A new paper by John Morley of the University of Virginia School of law, takes a look at the origins of mutual fund regulation, proposing that the body of regulation for open-end funds that emerged from the Great Depression was not necessarily a product of populist and SEC influences, but lobbying by the mutual fund industry itself. Morley's provocative look at the inception of regulation of the investment management industry provides an interesting historical lens through which to view reform efforts today.
According to the paper's abstract:
This paper examines how market and political forces interacted to create the American mutual fund industry and its regulation between 1936 and 1942. Contrary to previous scholarly work, this paper argues that the key elements of regulation that now differentiate modern mutual funds from modern hedge funds had their origins in lobbying by the mutual fund industry itself, rather than in populist or public-spirited forces in the SEC or the Roosevelt administration.
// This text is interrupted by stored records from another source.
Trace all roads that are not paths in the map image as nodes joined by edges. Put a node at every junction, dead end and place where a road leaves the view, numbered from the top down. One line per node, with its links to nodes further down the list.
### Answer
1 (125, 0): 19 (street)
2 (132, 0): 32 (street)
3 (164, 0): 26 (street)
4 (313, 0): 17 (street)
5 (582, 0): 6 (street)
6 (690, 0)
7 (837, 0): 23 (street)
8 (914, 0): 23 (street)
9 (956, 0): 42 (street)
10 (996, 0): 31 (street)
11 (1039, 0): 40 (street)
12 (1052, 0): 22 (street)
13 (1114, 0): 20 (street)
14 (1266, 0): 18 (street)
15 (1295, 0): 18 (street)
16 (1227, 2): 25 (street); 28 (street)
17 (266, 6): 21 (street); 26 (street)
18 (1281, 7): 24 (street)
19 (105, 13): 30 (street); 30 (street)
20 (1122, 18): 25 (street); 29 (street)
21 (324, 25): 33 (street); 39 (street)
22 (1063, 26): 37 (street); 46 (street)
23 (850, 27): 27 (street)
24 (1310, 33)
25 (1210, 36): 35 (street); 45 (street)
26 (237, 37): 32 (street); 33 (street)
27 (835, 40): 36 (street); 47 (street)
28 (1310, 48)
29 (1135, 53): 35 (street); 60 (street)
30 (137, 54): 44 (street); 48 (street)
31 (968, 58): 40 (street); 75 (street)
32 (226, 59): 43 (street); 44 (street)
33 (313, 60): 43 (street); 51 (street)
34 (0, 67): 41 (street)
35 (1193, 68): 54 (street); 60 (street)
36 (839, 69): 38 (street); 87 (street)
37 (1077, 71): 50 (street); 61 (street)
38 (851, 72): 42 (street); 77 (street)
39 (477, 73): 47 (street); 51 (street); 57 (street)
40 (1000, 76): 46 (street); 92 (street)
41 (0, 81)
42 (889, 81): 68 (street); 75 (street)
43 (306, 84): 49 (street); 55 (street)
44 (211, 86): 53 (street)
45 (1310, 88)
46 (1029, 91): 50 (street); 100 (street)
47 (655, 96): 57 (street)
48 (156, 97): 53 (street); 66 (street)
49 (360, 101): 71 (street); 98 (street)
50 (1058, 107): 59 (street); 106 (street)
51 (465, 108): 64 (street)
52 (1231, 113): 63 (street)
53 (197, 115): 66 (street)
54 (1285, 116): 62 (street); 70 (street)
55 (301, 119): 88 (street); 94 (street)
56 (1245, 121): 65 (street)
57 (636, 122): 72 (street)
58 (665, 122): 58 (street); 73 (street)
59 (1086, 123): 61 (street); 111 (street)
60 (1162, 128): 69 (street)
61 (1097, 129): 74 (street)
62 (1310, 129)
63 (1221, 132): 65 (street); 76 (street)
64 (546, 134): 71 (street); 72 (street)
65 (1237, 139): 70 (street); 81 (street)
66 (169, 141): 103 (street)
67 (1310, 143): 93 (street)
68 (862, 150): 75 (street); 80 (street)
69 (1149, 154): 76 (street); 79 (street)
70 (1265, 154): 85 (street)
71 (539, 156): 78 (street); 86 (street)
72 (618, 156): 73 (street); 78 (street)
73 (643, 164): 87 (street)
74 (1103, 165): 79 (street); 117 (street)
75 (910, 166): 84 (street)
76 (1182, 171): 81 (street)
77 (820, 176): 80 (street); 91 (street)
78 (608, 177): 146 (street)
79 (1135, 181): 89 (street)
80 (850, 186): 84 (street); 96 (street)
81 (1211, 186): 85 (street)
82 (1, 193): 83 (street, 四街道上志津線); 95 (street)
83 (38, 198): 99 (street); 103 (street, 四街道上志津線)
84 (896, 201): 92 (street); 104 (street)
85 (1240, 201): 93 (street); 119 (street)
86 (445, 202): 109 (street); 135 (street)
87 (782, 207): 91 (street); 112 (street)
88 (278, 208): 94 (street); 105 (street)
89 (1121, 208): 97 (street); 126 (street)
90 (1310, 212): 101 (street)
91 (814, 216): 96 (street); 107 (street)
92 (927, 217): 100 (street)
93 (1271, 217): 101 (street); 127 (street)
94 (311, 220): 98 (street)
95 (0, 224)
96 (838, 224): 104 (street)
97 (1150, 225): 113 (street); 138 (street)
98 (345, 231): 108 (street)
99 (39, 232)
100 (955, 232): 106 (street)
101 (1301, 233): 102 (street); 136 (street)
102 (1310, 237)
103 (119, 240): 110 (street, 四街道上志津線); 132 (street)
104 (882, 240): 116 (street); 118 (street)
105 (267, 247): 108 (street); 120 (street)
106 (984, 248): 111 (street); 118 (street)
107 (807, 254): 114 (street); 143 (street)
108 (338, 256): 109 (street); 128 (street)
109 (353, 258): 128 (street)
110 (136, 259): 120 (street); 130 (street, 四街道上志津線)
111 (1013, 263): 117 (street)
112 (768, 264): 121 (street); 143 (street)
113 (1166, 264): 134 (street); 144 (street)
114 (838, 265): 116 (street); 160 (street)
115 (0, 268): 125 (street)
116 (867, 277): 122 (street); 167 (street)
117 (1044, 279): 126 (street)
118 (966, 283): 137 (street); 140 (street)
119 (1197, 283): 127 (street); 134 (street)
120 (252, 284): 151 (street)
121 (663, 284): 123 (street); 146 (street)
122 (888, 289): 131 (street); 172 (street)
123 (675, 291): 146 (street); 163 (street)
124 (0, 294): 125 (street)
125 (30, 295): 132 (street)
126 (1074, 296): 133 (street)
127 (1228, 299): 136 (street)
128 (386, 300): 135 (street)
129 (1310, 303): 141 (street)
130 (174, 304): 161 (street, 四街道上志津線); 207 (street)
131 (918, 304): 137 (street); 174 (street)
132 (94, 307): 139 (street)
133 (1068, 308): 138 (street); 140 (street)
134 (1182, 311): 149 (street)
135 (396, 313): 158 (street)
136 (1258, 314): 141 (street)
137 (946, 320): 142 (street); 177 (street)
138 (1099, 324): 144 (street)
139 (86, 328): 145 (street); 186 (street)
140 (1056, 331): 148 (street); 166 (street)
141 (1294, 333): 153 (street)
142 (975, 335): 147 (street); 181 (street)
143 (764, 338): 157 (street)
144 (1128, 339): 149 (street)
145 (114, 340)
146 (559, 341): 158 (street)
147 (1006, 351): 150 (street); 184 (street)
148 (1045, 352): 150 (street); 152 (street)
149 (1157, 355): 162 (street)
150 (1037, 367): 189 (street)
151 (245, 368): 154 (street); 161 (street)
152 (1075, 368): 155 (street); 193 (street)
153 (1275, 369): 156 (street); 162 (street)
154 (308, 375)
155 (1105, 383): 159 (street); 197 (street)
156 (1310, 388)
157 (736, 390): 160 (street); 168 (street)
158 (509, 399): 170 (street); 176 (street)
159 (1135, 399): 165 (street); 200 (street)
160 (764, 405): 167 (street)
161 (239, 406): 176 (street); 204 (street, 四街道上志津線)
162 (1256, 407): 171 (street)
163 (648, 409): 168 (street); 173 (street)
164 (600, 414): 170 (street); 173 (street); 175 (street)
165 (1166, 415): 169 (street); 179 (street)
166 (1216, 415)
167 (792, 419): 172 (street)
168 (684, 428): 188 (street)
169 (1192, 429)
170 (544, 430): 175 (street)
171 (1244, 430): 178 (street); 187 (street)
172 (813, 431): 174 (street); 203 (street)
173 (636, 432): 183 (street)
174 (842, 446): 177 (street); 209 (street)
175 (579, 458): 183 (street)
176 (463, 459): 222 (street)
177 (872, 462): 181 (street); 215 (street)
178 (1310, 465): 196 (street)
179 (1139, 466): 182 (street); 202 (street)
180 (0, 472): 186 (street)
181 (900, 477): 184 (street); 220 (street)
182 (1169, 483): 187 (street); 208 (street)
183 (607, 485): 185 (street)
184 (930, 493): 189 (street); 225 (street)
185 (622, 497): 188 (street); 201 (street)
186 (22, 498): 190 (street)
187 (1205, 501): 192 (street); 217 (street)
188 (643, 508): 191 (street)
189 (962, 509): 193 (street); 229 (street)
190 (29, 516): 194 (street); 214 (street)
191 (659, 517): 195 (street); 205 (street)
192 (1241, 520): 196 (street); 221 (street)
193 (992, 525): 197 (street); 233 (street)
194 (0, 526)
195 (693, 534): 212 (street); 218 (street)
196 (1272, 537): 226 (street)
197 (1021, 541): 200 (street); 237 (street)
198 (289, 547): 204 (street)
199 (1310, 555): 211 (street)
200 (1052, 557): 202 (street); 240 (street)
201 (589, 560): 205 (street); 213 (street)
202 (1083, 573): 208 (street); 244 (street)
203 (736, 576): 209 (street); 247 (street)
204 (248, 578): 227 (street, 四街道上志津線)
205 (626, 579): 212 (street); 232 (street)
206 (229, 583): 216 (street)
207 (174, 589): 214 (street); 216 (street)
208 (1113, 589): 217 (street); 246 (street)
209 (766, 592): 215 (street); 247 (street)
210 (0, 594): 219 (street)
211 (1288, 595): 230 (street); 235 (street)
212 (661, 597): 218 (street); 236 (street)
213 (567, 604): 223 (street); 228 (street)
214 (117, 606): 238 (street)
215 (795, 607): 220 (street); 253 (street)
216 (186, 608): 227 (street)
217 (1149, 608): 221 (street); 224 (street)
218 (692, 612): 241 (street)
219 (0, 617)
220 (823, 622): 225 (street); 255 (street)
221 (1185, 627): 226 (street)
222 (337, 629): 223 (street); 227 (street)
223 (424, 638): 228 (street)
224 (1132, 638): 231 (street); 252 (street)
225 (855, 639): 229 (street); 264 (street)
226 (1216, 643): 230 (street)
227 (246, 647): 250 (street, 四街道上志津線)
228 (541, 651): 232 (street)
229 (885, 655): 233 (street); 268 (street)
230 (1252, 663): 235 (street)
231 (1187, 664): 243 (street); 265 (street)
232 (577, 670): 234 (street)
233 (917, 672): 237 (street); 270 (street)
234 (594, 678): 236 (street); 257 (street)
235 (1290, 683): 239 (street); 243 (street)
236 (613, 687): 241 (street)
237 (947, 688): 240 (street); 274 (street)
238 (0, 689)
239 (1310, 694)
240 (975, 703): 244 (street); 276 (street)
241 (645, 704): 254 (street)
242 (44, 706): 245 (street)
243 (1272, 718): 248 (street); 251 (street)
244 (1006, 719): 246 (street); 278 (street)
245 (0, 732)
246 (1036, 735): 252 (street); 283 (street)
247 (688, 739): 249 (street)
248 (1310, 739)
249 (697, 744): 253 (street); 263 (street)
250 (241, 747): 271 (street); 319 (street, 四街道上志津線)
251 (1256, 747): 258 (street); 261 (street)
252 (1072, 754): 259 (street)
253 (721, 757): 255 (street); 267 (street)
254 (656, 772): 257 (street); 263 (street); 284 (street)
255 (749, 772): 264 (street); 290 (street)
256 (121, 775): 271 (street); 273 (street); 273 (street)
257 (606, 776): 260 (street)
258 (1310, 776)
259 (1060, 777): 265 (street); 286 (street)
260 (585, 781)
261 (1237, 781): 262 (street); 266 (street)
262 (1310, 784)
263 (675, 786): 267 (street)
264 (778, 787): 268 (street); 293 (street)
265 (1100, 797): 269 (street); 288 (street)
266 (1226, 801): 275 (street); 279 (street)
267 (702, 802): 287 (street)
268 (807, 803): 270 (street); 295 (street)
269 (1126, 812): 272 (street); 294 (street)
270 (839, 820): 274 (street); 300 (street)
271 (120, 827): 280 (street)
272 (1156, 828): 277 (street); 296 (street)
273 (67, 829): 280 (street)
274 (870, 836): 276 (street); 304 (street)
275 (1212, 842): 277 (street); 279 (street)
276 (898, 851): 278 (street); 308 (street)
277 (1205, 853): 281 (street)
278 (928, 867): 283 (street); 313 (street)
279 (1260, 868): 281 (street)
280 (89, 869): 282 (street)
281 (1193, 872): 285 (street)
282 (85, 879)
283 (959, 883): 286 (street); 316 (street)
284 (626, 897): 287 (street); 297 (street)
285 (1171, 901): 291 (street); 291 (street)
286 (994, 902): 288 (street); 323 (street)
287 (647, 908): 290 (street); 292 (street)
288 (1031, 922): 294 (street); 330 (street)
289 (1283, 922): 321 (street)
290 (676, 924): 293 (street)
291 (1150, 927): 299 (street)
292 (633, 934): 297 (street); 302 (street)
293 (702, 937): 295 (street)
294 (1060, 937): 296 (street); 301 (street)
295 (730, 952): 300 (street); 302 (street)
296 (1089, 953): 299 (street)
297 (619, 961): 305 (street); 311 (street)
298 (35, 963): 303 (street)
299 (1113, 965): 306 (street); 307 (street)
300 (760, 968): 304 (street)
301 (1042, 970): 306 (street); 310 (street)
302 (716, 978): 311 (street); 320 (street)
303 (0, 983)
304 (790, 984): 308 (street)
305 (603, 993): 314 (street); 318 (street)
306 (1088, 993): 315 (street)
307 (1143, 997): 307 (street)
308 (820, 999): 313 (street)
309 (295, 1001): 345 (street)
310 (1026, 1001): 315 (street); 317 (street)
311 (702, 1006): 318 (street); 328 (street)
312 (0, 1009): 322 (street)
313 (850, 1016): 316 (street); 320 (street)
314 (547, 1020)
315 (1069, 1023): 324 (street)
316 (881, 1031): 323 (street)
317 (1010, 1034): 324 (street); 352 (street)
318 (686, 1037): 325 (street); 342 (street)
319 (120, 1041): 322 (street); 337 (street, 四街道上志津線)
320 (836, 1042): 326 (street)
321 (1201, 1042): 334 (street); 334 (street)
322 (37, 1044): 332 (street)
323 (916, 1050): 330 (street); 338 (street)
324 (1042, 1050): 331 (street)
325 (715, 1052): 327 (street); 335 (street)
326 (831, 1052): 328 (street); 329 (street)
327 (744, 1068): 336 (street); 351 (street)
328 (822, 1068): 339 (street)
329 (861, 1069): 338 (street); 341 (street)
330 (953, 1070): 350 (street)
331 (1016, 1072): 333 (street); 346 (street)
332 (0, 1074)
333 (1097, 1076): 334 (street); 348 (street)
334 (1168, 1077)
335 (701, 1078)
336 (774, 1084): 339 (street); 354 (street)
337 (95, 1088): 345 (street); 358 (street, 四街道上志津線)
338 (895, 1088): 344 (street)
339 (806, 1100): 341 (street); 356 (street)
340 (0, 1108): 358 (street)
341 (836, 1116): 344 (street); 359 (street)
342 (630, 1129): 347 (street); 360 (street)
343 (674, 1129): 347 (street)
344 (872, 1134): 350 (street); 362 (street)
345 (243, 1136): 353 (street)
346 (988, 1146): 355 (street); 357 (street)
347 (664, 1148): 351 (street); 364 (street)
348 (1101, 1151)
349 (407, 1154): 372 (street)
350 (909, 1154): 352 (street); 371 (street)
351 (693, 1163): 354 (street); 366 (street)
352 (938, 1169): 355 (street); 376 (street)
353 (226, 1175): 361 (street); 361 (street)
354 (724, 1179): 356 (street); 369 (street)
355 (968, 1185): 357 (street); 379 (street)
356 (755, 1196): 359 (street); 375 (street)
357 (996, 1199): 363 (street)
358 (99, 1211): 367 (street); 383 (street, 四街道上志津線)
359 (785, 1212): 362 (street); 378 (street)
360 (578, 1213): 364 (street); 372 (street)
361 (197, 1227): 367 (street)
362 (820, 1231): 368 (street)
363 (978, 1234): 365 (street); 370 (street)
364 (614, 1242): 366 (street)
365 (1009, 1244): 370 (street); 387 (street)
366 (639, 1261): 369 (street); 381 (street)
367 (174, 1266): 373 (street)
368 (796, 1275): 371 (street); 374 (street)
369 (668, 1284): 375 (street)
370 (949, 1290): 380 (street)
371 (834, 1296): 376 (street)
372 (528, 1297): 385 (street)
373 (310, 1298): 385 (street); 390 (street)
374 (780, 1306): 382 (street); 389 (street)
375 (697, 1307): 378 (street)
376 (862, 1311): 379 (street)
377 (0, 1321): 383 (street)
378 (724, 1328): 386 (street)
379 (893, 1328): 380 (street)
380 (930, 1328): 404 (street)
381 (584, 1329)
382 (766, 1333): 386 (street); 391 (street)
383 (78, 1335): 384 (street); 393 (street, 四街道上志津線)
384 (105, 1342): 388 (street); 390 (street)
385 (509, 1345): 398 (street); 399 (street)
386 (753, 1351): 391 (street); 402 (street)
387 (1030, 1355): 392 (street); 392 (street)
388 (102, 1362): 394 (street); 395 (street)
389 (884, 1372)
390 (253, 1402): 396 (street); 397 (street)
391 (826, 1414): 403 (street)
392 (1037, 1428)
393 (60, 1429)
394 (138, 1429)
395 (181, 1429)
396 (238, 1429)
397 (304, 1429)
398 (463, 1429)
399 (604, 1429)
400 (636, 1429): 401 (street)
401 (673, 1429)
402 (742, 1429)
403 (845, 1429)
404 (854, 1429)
The largest funds desired to maintain an industry-wide brand for a passive, low-risk style of investing and they sought regulation to maintain this brand. They did so even though some investors rationally might have preferred risky or active styles of investing that regulation ultimately prohibited. An understanding of the industry’s brand-building motivations can explain several puzzling features of mutual fund regulation, including restrictions on borrowing, redemption rights and control over portfolio companies. The mutual fund industry was able to achieve strong agreement on how to influence regulation because the industry had grown into its modern shape well before Congress adopted the current regulatory regime. Evidence from mutual funds’ portfolios, for example, shows that no funds that had any chance of being swept up in the mutual fund tax and regulatory regime in the late 1930s had any substantial interest in the governance or control of their portfolio companies. This paper also examines the key distinguishing feature of modern mutual fund taxation - actual, rather than nominal, distribution of income to shareholders - and shows that it may have originated in an attempt by open-end mutual funds to drain assets from closed-end mutual funds.